General characteristics
- Class & type: Albatross-class coastal minesweeper
- Displacement: 320 t (310 long tons)
- Length: 144 ft (44 m)
- Beam: 28 ft (8.5 m)
- Draught: 9 ft (2.7 m)
- Propulsion: Harnischfeger diesel engines, two shafts
- Speed: 13 kts
- Complement: 50
- Armament: two .50 cal (12.7 mm) machine guns and one 81mm mortar

= USS Albatross (MSC-289) =

Minesweeper of the United States Navy

USS Albatross (MSC-289) was the lead ship of the acquired by the U.S. Navy for clearing coastal minefields.

The sixth ship to be named Albatross by the navy, MSC-289 was laid down on 26 February 1959 by Tacoma Boatbuilding Company, Tacoma, Washington, launched on 22 March 1960; sponsored by Mrs. S. A. Peters, and commissioned at the Puget Sound Naval Shipyard on 20 April 1961.

== West Coast operations ==

Albatross spent the next 14 months homeported at Long Beach, California, conducting shakedown and type training off the U.S. West Coast. On 2 July 1962, Albatross got underway with the other ships of Mine Division (MinDiv) 92, bound for the western Pacific Ocean. En route to Japan, the ship stopped briefly at Pearl Harbor, Midway Island, and Guam. She reached her new home port Sasebo, on 13 August and, after two months of upkeep, spent the rest of the year in training.

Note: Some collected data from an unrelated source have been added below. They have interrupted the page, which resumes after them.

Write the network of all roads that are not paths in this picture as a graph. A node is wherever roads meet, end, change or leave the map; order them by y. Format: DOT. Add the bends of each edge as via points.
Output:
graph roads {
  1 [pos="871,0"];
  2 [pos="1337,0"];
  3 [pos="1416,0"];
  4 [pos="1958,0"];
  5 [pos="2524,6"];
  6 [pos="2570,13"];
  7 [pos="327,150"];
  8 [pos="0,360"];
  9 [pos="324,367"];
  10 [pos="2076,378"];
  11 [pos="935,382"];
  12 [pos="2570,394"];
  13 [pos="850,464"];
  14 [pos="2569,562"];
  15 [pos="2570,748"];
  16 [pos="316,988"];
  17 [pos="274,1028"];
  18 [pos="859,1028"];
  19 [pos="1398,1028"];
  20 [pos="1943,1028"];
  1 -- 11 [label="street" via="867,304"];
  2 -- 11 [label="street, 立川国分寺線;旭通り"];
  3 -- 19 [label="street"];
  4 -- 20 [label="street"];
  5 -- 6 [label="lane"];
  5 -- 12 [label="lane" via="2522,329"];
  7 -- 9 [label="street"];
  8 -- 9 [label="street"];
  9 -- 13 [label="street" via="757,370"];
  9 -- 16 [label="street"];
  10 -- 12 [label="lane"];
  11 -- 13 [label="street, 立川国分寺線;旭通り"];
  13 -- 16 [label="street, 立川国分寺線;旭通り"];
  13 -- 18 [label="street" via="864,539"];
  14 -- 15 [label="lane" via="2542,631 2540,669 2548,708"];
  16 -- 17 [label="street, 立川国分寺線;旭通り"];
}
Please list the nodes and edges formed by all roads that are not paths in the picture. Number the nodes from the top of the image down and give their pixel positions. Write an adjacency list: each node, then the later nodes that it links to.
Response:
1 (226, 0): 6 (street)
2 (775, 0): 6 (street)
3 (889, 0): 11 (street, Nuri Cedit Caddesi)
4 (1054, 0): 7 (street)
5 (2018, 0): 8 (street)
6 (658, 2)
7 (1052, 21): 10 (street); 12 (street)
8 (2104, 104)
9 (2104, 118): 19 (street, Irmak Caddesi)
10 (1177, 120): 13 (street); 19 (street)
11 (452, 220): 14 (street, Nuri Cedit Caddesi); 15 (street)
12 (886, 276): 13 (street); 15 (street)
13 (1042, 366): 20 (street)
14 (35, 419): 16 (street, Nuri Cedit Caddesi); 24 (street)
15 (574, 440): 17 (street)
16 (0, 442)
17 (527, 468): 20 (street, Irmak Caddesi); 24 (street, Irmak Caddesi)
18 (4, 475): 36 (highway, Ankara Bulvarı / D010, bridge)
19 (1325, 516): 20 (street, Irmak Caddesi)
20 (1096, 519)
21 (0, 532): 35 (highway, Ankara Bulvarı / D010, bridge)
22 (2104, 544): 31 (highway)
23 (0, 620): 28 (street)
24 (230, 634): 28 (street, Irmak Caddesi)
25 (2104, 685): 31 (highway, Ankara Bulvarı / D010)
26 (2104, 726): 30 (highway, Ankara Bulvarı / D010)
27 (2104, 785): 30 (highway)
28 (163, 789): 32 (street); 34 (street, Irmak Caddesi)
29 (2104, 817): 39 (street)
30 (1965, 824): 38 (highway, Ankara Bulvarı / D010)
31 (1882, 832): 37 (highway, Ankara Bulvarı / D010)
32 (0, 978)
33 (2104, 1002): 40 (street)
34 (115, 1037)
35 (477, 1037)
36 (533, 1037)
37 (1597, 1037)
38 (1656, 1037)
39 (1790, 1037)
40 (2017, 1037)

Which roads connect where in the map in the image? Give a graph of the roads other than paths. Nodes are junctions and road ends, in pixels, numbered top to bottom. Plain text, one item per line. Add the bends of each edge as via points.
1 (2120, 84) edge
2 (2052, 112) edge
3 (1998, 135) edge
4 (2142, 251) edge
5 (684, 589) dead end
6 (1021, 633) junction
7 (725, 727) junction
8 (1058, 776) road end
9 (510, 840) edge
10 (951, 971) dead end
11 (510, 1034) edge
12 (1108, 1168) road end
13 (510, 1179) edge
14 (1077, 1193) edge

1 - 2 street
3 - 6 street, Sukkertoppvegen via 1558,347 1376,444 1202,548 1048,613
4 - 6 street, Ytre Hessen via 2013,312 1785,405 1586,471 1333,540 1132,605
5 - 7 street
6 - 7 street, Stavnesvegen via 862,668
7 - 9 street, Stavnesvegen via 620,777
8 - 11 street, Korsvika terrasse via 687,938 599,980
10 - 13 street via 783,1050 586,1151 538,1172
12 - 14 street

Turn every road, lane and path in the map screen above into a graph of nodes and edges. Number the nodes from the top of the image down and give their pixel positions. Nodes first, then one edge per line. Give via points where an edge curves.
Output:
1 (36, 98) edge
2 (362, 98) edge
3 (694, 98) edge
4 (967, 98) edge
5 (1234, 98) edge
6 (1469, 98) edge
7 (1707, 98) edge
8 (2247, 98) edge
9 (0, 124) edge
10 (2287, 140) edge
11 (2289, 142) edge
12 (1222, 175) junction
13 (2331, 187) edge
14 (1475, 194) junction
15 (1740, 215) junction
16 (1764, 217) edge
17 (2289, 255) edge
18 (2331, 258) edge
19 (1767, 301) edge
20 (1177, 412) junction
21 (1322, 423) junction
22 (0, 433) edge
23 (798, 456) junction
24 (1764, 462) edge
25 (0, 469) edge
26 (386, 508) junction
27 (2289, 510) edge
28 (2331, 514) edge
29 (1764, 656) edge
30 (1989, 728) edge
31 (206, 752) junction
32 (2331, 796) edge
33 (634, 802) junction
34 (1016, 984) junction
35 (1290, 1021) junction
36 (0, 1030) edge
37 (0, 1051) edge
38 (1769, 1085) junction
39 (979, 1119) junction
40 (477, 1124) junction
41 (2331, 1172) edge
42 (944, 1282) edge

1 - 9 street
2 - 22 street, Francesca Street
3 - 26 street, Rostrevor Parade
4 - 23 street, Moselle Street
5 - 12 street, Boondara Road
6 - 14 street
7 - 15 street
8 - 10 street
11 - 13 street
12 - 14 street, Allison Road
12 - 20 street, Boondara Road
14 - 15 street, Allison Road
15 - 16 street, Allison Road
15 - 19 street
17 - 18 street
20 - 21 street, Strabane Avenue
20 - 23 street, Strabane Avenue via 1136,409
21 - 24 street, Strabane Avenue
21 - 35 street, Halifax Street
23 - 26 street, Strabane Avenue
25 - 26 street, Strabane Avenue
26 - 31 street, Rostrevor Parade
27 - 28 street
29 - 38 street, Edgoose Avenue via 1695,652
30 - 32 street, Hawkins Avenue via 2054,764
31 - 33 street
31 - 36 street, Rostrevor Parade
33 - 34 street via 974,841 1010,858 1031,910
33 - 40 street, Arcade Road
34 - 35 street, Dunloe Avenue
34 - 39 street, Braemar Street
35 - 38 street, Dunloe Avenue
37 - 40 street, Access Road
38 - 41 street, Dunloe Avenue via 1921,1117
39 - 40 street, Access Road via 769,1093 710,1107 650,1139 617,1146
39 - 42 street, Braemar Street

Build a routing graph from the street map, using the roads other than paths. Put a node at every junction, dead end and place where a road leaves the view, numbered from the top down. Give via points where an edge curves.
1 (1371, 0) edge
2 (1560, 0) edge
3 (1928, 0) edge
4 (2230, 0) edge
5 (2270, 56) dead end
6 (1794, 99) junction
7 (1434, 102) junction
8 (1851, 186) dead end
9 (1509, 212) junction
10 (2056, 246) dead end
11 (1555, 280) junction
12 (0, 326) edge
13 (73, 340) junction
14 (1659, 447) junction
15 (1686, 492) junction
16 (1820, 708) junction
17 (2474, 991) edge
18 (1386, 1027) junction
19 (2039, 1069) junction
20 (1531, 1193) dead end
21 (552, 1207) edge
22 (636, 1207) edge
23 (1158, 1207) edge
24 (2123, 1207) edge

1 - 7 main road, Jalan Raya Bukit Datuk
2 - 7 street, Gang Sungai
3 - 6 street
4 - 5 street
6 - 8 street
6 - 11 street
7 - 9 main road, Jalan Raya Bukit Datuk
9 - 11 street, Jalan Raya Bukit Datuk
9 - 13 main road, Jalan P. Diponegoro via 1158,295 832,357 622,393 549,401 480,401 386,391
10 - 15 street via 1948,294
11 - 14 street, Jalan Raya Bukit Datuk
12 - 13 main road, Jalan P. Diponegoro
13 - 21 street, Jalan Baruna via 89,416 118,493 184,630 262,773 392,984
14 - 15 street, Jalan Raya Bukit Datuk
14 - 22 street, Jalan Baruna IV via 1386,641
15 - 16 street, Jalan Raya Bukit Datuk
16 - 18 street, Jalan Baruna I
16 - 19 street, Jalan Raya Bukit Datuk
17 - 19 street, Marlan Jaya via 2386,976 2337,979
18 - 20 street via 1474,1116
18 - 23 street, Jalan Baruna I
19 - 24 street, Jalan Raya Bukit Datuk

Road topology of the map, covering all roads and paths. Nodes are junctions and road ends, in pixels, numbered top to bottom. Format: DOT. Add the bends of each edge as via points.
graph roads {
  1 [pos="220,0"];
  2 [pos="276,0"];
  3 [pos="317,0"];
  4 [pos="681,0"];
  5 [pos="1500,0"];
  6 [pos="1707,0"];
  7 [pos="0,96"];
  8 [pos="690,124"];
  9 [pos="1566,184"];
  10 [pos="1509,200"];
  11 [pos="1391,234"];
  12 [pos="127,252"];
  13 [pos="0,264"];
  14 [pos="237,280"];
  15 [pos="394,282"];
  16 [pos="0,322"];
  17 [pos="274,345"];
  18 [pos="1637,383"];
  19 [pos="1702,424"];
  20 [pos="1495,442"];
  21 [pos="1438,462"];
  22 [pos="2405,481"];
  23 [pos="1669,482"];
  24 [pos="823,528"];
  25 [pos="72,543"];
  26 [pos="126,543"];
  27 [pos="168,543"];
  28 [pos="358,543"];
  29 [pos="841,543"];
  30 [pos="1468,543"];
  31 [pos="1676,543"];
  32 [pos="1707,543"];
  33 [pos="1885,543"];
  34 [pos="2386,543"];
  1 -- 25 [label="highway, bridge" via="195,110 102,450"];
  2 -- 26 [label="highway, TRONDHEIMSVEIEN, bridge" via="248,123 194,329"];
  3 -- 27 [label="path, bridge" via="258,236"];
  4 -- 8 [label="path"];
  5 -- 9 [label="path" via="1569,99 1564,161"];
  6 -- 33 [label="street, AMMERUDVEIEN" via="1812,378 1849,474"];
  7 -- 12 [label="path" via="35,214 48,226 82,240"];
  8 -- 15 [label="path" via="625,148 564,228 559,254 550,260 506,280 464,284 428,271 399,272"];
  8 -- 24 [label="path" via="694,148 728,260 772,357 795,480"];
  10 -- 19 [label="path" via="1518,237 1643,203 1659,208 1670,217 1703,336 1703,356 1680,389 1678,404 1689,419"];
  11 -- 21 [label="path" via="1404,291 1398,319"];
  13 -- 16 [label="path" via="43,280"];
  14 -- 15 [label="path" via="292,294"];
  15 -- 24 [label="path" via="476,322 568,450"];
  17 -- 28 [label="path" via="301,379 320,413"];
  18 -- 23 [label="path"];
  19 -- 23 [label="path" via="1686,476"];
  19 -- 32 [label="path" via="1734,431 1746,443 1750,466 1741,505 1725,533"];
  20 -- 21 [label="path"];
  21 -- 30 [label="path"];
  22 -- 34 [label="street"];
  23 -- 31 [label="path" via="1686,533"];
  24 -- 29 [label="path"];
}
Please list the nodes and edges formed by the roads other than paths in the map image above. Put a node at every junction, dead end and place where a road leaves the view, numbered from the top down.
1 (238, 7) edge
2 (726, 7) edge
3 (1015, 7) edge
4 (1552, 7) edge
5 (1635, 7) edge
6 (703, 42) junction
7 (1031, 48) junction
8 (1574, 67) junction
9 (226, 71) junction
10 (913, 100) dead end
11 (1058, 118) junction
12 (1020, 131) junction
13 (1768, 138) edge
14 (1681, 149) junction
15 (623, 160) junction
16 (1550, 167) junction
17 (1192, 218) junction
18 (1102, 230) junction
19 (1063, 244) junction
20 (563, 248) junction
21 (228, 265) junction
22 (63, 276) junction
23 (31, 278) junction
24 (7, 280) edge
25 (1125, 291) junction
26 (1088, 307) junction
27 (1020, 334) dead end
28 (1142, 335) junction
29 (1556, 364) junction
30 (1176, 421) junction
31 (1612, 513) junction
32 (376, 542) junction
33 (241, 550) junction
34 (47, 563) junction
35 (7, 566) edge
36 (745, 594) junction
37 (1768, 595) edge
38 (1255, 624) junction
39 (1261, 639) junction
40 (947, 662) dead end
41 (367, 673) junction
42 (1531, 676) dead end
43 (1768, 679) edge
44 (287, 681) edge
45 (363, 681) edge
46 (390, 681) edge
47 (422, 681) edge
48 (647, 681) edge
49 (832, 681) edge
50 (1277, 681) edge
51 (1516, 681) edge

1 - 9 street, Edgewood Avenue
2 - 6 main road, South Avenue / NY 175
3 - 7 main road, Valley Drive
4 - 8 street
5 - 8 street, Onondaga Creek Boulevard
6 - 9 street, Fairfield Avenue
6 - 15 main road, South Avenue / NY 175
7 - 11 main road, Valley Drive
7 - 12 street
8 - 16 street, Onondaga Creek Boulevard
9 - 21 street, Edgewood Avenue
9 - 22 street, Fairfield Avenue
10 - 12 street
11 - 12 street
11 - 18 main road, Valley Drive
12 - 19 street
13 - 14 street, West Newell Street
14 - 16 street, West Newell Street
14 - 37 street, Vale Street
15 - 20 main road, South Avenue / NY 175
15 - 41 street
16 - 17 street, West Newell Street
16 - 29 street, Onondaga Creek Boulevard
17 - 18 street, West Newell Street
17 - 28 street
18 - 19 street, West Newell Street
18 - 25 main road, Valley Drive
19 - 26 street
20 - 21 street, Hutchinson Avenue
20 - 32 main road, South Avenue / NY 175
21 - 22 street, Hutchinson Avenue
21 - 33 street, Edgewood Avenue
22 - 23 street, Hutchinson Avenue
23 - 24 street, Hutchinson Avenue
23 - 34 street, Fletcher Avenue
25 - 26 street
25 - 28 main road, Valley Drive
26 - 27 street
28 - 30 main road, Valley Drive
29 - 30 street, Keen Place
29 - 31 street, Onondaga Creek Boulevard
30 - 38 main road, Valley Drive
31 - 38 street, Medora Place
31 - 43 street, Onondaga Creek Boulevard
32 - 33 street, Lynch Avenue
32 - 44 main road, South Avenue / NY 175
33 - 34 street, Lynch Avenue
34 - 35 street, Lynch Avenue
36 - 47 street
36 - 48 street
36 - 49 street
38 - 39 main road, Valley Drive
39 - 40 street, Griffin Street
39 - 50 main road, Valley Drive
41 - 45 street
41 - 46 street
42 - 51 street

== Operations in Korea and Japan ==

Refresher training occupied her during the first six weeks of 1963. While conducting an exercise on 16 February, Albatross suffered damage to her port reduction gear which idled the ship under repairs until 5 March. Albatross then joined an exercise with naval forces of the Republic of Korea at Chumunjin, Korea. She paid a brief visit to Kure, Japan, on 19 March, and took part in a mine exercise from 20 to 25 March off Iwakuni, Japan. The minesweeper next stopped at Beppu, Japan, and then returned to Sasebo on 30 March.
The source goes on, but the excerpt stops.